Vincenzo Agnetti biography
Vincenzo Agnetti è stato un artista e poeta italiano ed è considerato uno dei massimi esponenti dell'arte concettuale italiana. Vincenzo Agnetti was born in Milan in 1926. In the Lombard capital he graduated from the Brera Academy of Fine Arts and attended the Piccolo Teatro school, where he met Bruna Soletti who would soon become his collaborator and life partner. He began his artistic journey in the field of informal painting and poetry. Unfortunately, very little remains of Vincenzo Agnetti's early works.
Around the mid-1950s, he participated intensely in the activities of the Galleria Azimut together, among others, with Enrico Castellani, Agostino Bonalumi and Piero Manzoni. In the same period he also wrote for the magazine Azimut, debuting with 'Do not commit impure acts'.
In 1962 he moved with his family to Argentina to work in the electronic automation sector. He maintains relations with the Milanese artistic world and especially with Piero Manzoni, with whom he begins an intense exchange of letters. The Argentine period was not very prolific for Agnetti's art, demotivated by the separation from home and the frenetic pace of work.
He definitively abandoned Argentina in 1967 and finally returned to Milan, where his passion for art was rekindled. He will make other trips to Norway, Qatar and the United States, but will remain solidly anchored to his hometown for the rest of his life.
In the Lombardy capital, Vincenzo Agnetti reconnected with Vanni Scheiwiller, the famous art critic and publisher of the time. It is precisely in the DeNarratori series by Scheiweller that he publishes the novel Obsoleto, a revolutionary and extremely cryptic work, with numerous graphic incursions. This novel marks the beginning of a work of reflection and re-discussion of language and words. The works of Vincenzo Agnetti, in fact, aim to subvert the canons of traditional fruition, arriving at an art of strictly conceptual origin.
Also in 1967, his first exhibition took place, at the Palazzo dei Diamanti in Ferrara, where he exhibited the work Principia, with which he tried to visually represent ambiguity of language. This creation consists of a wooden panel painted white with words written on it. The panel is equipped with a cursor which, if moved horizontally, modifies the relationships between the various words.
In 1968 one of Vincenzo Agnetti's works was exhibited at the Galleria Visualità. This is the evocative Macchina Drogata, an Olivetti calculator where the numbers have been replaced by the letters of the alphabet.
In 1970, using the knowledge and experiences gained from his previous work in Argentina, he created the sculpture Neg, with which he aspired to vitalise the negative. The Neg is a stereophonic turntable modified to block the sound signal. This change should allow the user to hear the pauses in the music and enjoy the silence.

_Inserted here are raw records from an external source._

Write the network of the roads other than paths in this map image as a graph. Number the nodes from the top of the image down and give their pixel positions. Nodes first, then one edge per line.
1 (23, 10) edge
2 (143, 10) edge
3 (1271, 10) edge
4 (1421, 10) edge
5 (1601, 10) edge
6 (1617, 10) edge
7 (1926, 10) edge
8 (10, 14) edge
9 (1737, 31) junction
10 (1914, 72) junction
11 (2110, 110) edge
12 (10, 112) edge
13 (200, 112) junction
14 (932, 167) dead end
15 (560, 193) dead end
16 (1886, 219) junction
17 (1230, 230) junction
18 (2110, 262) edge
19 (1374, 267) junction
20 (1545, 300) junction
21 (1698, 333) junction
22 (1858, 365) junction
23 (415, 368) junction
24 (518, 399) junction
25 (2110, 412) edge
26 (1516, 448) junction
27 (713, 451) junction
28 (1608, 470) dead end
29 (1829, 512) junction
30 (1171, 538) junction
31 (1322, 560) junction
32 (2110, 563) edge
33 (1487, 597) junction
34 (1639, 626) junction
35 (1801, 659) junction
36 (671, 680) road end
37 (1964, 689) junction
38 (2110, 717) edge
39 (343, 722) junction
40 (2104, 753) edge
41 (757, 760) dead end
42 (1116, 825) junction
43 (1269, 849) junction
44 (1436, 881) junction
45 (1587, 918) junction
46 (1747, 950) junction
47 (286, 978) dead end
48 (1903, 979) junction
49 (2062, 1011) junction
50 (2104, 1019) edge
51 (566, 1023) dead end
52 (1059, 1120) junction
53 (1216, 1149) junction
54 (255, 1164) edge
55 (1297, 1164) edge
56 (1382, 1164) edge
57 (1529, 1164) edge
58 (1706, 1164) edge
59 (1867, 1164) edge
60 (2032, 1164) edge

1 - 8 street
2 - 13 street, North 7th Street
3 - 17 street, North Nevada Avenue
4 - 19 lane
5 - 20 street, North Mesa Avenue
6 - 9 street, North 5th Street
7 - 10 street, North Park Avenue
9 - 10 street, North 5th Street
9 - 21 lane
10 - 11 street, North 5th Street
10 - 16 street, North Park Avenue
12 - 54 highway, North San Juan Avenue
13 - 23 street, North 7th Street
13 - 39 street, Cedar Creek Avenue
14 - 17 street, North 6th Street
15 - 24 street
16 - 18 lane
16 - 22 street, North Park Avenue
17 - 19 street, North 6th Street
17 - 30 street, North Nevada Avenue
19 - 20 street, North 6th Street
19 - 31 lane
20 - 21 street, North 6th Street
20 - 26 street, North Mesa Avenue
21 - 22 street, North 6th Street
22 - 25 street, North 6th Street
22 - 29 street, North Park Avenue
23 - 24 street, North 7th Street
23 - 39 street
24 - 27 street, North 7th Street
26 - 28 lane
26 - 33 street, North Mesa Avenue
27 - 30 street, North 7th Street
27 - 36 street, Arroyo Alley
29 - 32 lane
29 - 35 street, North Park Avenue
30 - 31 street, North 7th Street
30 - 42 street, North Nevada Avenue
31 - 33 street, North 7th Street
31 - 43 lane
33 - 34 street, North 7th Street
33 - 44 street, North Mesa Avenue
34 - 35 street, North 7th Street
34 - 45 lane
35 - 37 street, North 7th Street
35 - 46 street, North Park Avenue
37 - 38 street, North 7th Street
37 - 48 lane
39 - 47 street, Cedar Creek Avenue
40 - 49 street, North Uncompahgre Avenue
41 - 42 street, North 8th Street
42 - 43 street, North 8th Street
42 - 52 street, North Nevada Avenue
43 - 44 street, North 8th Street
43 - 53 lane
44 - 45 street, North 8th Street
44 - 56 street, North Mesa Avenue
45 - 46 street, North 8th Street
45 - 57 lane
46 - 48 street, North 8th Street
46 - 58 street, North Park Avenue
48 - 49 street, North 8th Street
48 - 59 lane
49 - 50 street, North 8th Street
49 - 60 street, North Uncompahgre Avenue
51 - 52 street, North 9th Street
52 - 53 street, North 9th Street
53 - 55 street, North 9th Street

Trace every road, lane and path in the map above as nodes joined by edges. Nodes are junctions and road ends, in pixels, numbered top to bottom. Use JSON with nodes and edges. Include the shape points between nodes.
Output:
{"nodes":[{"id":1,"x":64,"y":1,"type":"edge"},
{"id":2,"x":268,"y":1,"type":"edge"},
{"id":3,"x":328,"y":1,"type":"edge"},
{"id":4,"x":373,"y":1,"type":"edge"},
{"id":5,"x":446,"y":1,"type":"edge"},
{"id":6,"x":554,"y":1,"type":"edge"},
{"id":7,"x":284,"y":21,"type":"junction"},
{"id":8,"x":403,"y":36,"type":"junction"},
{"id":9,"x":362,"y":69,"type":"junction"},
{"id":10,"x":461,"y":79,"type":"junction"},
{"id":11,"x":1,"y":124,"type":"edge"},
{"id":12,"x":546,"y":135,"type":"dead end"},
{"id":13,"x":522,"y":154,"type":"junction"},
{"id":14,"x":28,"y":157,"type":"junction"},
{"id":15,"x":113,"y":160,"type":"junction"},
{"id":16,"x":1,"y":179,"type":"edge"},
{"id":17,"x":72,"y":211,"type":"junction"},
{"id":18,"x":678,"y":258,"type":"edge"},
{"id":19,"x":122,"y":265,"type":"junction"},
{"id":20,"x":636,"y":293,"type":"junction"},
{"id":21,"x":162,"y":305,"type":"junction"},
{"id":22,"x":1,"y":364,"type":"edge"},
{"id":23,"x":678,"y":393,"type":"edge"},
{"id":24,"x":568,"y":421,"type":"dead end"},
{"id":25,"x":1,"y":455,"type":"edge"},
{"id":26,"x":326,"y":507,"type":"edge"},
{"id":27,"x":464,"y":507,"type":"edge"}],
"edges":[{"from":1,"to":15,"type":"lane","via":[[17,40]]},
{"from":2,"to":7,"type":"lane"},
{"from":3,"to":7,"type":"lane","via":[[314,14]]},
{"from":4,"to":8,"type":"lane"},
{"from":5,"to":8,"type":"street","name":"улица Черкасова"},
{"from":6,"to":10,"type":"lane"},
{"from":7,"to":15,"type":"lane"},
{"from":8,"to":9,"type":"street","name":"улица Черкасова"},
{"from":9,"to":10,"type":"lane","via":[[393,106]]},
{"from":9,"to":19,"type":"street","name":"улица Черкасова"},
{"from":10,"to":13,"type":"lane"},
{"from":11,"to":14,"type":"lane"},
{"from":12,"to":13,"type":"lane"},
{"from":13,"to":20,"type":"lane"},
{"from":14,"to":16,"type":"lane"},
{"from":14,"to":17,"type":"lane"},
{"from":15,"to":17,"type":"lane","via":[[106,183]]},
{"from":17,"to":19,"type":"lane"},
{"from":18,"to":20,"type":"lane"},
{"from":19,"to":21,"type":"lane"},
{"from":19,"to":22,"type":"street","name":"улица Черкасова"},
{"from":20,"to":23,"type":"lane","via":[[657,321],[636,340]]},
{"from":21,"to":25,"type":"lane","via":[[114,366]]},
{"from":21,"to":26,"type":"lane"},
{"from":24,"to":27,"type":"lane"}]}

At the beginning of 1971, Vincenzo Agnetti exhibited a series of felts and axioms at the Galleria Blu in Milan, inaugurating a new artistic phase. Felts are essentially panels engraved by fire or painted with color, depicting portraits and landscapes. The axioms, on the other hand, are Bakelite sheets treated with water or nitro colours. In both cases it is the word (engraved or painted), in its intricacies, in its contradictions and in its paradoxes, the true protagonist of the work. In 1972 he participated in his first Venice Biennale (he repeated the experience in 1974, 1976, 1978 and 1980). In the same year he was invited to Documenta 5, in Kassel.
In 1973 Vincenzo Agnetti's work Tempo Azione was exhibited at the Verna Gallery in Zurich. It is a series of seven drawings that aspire to confine the concept of time in space. Also in the same year, he completed the Project of a Political Hamlet, a conceptual work in which sixty national flags frame the stage, on which Agnetti recites a monologue made solely of numerical series. With this installation the Lombard artist wants to express the need for the creation of a universal language that can unite all peoples and remove all barriers. In the same period, Vincenzo Agnetti opened a studio in Manhattan, where he often went in the following years.
In 1975, his first American exhibition was held in the Feldman Gallery in New York.
His artistic production continued unabated (with other works such as Mass Media and Elizabeth of England) until the end of the 1970s, when he began to dedicate himself mainly to poetry.
In 1978 he published Machiavelli 30, a poetic anthology accompanied by images of his works.
Between 1978 and 1981 he created the so-called Photo-graffie: photographic paper treated and exposed to light, marked by scratches. In the same vein is the work The Four Seasons, exhibited in the Pavilion of Contemporary Art in Milan at the end of 1980.
Vincenzo Agnetti died in Milan in 1981.